Parallel imaging has become a mainstream component of pediatric body MRI exams and has been covered extensively in other articles[10
]. Further, recent efforts have been devoted to combining parallel imaging with other undersampling strategies for even higher accelerations. These strategies include radial undersampling and model-based iterative image reconstruction, such as compressed sensing [11
]. Here, we will focus on three applications that have the strongest potential to reduce anesthesia need, depth, and duration.
Contrast-enhanced dynamic imaging
Cardiovascular, abdominal, and pelvic imaging protocols routinely incorporate dynamic contrast enhancement sequences. These sequences must contend with fast circulatory dynamics in children and limited breathholding capability; thus imaging speed is vital. [10
] Parallel imaging can largely address the encoding limitation of MRI, i.e. adequate sampling of k-space in a short time. However, parallel imaging does not address the compromised SNR of a short scan; this is best addressed by combining it with higher field strength and high-density receive coils. For the unsedated child, a volumetric acquisition using this approach can be obtained at high resolution in under 10 seconds.
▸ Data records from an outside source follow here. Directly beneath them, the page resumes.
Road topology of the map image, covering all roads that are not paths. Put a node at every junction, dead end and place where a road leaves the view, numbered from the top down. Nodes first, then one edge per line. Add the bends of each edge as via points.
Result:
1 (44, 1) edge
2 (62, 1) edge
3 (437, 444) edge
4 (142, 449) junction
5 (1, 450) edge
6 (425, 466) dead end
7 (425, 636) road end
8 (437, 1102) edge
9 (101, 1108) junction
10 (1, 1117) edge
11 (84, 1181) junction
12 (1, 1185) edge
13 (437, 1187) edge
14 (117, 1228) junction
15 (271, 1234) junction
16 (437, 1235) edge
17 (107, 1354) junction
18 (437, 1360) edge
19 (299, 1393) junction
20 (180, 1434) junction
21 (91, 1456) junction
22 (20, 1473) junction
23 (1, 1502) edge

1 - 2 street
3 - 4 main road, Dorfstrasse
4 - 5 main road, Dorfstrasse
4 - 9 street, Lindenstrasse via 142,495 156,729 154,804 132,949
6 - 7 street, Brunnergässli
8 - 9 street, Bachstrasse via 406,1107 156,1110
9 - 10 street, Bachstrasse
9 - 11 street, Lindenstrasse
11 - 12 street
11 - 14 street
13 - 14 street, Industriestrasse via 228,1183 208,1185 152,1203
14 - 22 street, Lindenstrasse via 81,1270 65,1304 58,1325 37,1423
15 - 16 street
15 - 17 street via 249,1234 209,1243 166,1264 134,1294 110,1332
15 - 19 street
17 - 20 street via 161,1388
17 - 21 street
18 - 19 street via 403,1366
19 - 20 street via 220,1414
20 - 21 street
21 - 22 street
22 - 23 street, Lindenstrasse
Volumetric (3D) T2-weighted imaging
Conventional T2-weighted imaging employs fast spin echo techniques and requires a lengthy repetition interval for T1 relaxation, so a 3D T2-weighted acquisition is impractically long. However, a very long echo train can be obtained by slowly increasing the refocusing flip angle to counters the effects of T2 relaxation. [14
] At the same time, the scan time of such a technique, despite the longer echo train, is still prohibitive. With parallel imaging however, scan times for the abdomen and pelvis can be under 5 minutes. Additionally, images can be obtained with near isotropic voxel size, permitting reformatting of image data set in arbitrary planes and 3D reconstructions. This approach works particularly well for the sedated child and may reduce the number of sequences in a protocol.
Single shot imaging
The applicability of single shot imaging with T2-weighting (SSFSE, HASTE) to various abdominal and pelvic applications has been debated. For the unsedated child, the speed of these sequences and their robustness to motion are appealing. On the side of clear value is cholangiography and bowel imaging. The more debatable applications include oncologic and gynecologic. The questionable wisdom of substituting a single shot approach to T2 weighted imaging for conventional FSE sequences stems from several factors: (1) reduced SNR, (2) blurring due to T2 decay over the long echo train, and (3) image contrast that may be different from conventional T2. For cholangiography and bowel imaging, the long T2 of bile/bowel lumen mitigates these issues.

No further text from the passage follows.